- From: Thomas Broyer <t.broyer@gmail.com>
- Date: Wed, 22 Aug 2007 16:44:08 +0200
- To: public-html@w3.org
In the close Tag open state [1]: If the content model flag is set to the RCDATA or CDATA states but no start tag token has ever been emitted by this instance of the tokeniser (fragment case), or, if the content model flag is set to the RCDATA or CDATA states and the next few characters do not match the tag name of the last start tag token emitted (case insensitively), or if they do but they are not immediately followed by one of the following characters […] What does "case insensitive" really means here? (i.e. which algorithm should be applied?) My opinion is that characters from the range A-Z should be lowercased (i.e. add 0x0020 to the character's code point, or in other terms, only lowercase ASCII characters) prior to comparing: other tokenization states only lowercase those characters, and the tag name of the last start tag token emitted is already lowercased using this algorithm (due to how the other states lowercase the tag name).
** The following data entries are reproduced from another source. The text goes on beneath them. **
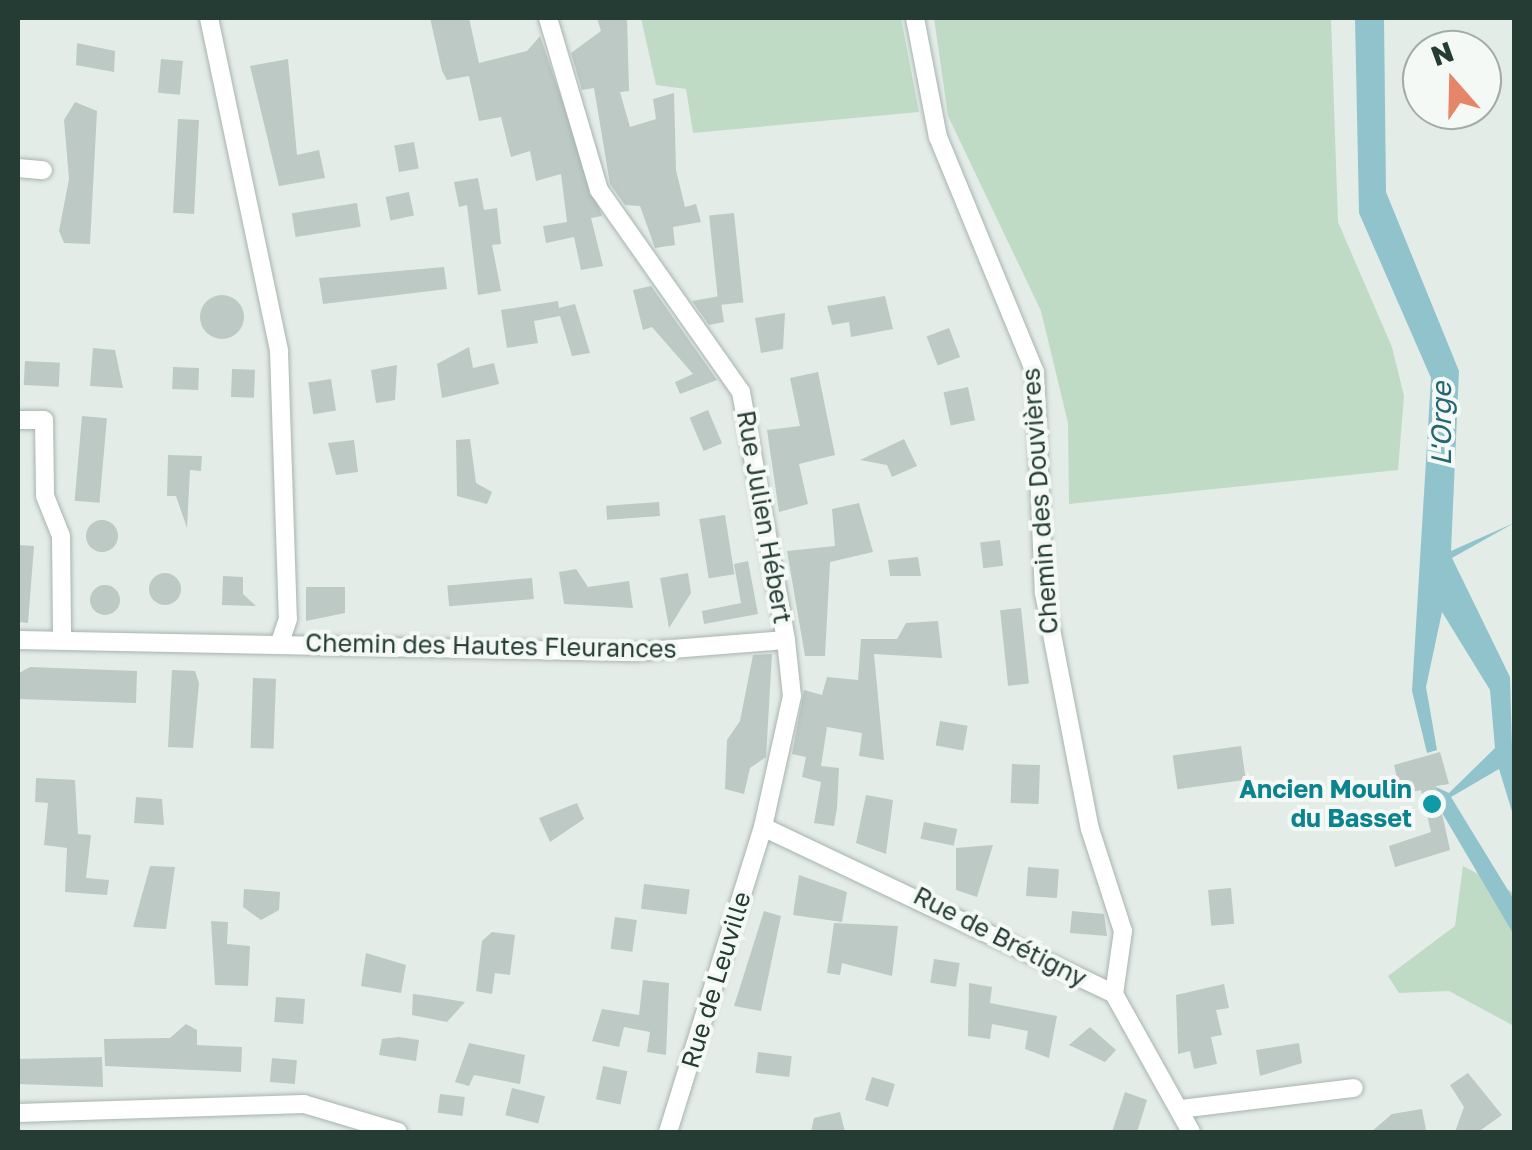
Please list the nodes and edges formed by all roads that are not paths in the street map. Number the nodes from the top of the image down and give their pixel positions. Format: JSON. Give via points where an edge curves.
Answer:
{"nodes":[{"id":1,"x":209,"y":18,"type":"edge"},
{"id":2,"x":548,"y":18,"type":"edge"},
{"id":3,"x":916,"y":18,"type":"edge"},
{"id":4,"x":18,"y":168,"type":"edge"},
{"id":5,"x":43,"y":170,"type":"dead end"},
{"id":6,"x":18,"y":420,"type":"edge"},
{"id":7,"x":281,"y":639,"type":"junction"},
{"id":8,"x":18,"y":640,"type":"edge"},
{"id":9,"x":62,"y":640,"type":"junction"},
{"id":10,"x":786,"y":640,"type":"junction"},
{"id":11,"x":763,"y":827,"type":"junction"},
{"id":12,"x":1114,"y":994,"type":"junction"},
{"id":13,"x":1354,"y":1088,"type":"dead end"},
{"id":14,"x":1180,"y":1109,"type":"junction"},
{"id":15,"x":18,"y":1113,"type":"edge"},
{"id":16,"x":398,"y":1132,"type":"edge"},
{"id":17,"x":668,"y":1132,"type":"edge"},
{"id":18,"x":1191,"y":1132,"type":"edge"}],
"edges":[{"from":1,"to":7,"type":"street","via":[[279,351],[288,619]]},
{"from":2,"to":10,"type":"street","name":"Rue Julien Hébert","via":[[599,190],[741,392]]},
{"from":3,"to":12,"type":"street","name":"Chemin des Douvières","via":[[938,137],[1035,372],[1044,593],[1090,830],[1124,931]]},
{"from":4,"to":5,"type":"street"},
{"from":6,"to":9,"type":"street","via":[[44,420],[45,496],[61,536]]},
{"from":7,"to":9,"type":"street","name":"Chemin des Hautes Fleurances","via":[[226,649]]},
{"from":7,"to":10,"type":"street","name":"Chemin des Hautes Fleurances","via":[[305,648],[634,652]]},
{"from":8,"to":9,"type":"street","name":"Chemin des Hautes Fleurances"},
{"from":10,"to":11,"type":"street","name":"Rue Julien Hébert","via":[[792,696]]},
{"from":11,"to":12,"type":"street","name":"Rue de Brétigny"},
{"from":11,"to":17,"type":"street","name":"Rue de Leuville"},
{"from":12,"to":14,"type":"street","name":"Rue de Brétigny"},
{"from":13,"to":14,"type":"street"},
{"from":14,"to":18,"type":"street","name":"Rue de Brétigny"},
{"from":15,"to":16,"type":"street","via":[[304,1104]]}]}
I'm not well aware of Unicode's case-insensitivity definition: maybe non-ASCII characters could be compared equal to ASCII characters (if we're in RCDATA or CDATA content model, it means the tag name of the last start tag token emitted is part of a known set of names, which all happen to be ASCII-only). I doubt Unicode defines such things, but it would be clearer if it used the same "lowercasing algorithm" as elsewhere in the tokenization section. this also applies to the other mentions of "case-insensitive" in the tokenization section (comparing the next few characters with DOCTYPE, PUBLIC or SYSTEM). [1] http://www.w3.org/html/wg/html5/#close1 For multipage version: http://www.whatwg.org/specs/web-apps/current-work/multipage/section-tokenisation.html#close1 -- Thomas Broyer
Received on Wednesday, 22 August 2007 14:44:16 UTC